Pollination happens when pollen is transferred from one flower to another by a pollinator. Have you ever seen a bee moving from flower to flower in your yard? That is pollination in action! How do flowers attract pollinators? With good smells and bright colors! Bees and other pollinators pick up these cues instinctively – it is in their nature! Make your own bee and flower to symbolize the importance of pollination.
*Fun fact: Daytime pollinators, like bees, butterflies and birds are attracted to brightly-colored flowers. Nighttime pollinators, like bats, are attracted to white and light-colored flowers.
Glitter it Up:
Try your hand at pollination. You are the bee and you need to collect food for your colony. Move from one flower to the next and see what happens to the pollen you are carrying!
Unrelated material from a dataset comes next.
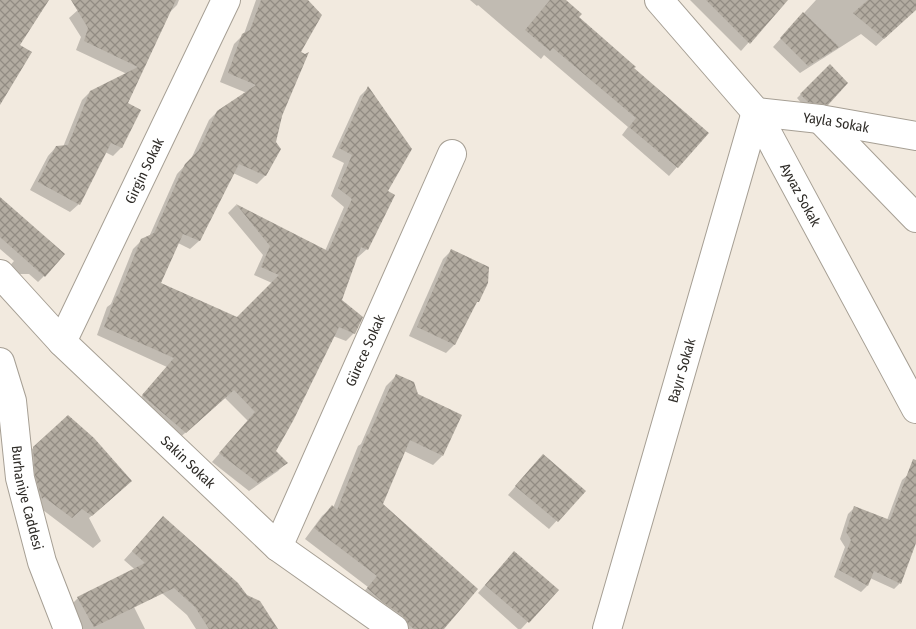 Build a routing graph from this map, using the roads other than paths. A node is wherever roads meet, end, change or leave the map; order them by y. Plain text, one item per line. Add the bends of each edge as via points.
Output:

What Are the Parts of a Flower?
To “dissect” something means to take it apart and find out what is inside. Now is your chance to see what the parts of a flower look like and find the ones that are involved in pollination. Make sure to label each part and share your work with us!
Take it to your backyard!
Find a comfortable place to sit outside and count the number of pollinators you see – bees, birds, butterflies, moths, and other insects crawling on flowers. What colors are the flowers that the pollinators are interested in? How do the flowers smell? Do the pollinators more from one type of flower to another, or do they stick to the same type of flower? Describe the pollinators you see – are there several types of bees and butterflies? Keep track of your observations on your tally sheet and in your journal.
Family Activity: Let's Play!
Gather the people in your home and play the pollinator “fortune teller” game. Make sure you share some of what you learned today with your family and friends!
Tell Your Story:
Write and illustrate your own story about a bee and his adventures in a garden pollinating and making honey! Use loose paper or your journal. “Bee” creative!!